- [What needs to be done] Word for word, reproduce all of the entries shown below.

··· Exercise data

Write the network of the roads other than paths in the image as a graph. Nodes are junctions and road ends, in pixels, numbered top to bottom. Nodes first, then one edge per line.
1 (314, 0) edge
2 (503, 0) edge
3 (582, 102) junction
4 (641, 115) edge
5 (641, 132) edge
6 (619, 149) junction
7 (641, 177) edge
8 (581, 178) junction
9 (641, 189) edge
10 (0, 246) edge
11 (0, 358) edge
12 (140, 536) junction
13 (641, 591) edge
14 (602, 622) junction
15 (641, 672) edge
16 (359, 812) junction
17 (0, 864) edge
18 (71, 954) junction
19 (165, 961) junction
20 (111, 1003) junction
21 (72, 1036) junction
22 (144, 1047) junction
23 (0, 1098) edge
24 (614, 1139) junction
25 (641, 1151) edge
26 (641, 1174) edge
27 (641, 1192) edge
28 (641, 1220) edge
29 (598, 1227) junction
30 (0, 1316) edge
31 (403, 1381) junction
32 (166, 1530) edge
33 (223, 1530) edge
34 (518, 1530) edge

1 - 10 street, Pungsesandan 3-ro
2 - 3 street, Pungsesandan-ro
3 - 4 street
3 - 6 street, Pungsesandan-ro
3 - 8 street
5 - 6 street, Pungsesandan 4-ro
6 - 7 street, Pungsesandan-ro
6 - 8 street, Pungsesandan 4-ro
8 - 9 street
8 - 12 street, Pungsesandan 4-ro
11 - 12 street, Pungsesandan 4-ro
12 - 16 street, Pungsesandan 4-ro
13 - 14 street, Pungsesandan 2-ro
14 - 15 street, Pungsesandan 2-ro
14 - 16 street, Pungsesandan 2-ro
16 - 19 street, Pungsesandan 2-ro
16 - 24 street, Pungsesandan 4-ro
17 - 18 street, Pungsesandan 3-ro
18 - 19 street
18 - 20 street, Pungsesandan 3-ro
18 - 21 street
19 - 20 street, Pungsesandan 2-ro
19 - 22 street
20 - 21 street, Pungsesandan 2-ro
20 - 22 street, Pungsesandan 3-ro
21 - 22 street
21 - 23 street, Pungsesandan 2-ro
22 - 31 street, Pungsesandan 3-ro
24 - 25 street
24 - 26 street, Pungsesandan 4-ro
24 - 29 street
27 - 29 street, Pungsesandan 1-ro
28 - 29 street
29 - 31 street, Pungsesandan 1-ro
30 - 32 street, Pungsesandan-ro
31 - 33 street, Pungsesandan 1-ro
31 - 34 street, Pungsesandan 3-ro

······

- [Output of the task]
Write the network of the roads other than paths in the image as a graph. Nodes are junctions and road ends, in pixels, numbered top to bottom. Nodes first, then one edge per line.
1 (314, 0) edge
2 (503, 0) edge
3 (582, 102) junction
4 (641, 115) edge
5 (641, 132) edge
6 (619, 149) junction
7 (641, 177) edge
8 (581, 178) junction
9 (641, 189) edge
10 (0, 246) edge
11 (0, 358) edge
12 (140, 536) junction
13 (641, 591) edge
14 (602, 622) junction
15 (641, 672) edge
16 (359, 812) junction
17 (0, 864) edge
18 (71, 954) junction
19 (165, 961) junction
20 (111, 1003) junction
21 (72, 1036) junction
22 (144, 1047) junction
23 (0, 1098) edge
24 (614, 1139) junction
25 (641, 1151) edge
26 (641, 1174) edge
27 (641, 1192) edge
28 (641, 1220) edge
29 (598, 1227) junction
30 (0, 1316) edge
31 (403, 1381) junction
32 (166, 1530) edge
33 (223, 1530) edge
34 (518, 1530) edge

1 - 10 street, Pungsesandan 3-ro
2 - 3 street, Pungsesandan-ro
3 - 4 street
3 - 6 street, Pungsesandan-ro
3 - 8 street
5 - 6 street, Pungsesandan 4-ro
6 - 7 street, Pungsesandan-ro
6 - 8 street, Pungsesandan 4-ro
8 - 9 street
8 - 12 street, Pungsesandan 4-ro
11 - 12 street, Pungsesandan 4-ro
12 - 16 street, Pungsesandan 4-ro
13 - 14 street, Pungsesandan 2-ro
14 - 15 street, Pungsesandan 2-ro
14 - 16 street, Pungsesandan 2-ro
16 - 19 street, Pungsesandan 2-ro
16 - 24 street, Pungsesandan 4-ro
17 - 18 street, Pungsesandan 3-ro
18 - 19 street
18 - 20 street, Pungsesandan 3-ro
18 - 21 street
19 - 20 street, Pungsesandan 2-ro
19 - 22 street
20 - 21 street, Pungsesandan 2-ro
20 - 22 street, Pungsesandan 3-ro
21 - 22 street
21 - 23 street, Pungsesandan 2-ro
22 - 31 street, Pungsesandan 3-ro
24 - 25 street
24 - 26 street, Pungsesandan 4-ro
24 - 29 street
27 - 29 street, Pungsesandan 1-ro
28 - 29 street
29 - 31 street, Pungsesandan 1-ro
30 - 32 street, Pungsesandan-ro
31 - 33 street, Pungsesandan 1-ro
31 - 34 street, Pungsesandan 3-ro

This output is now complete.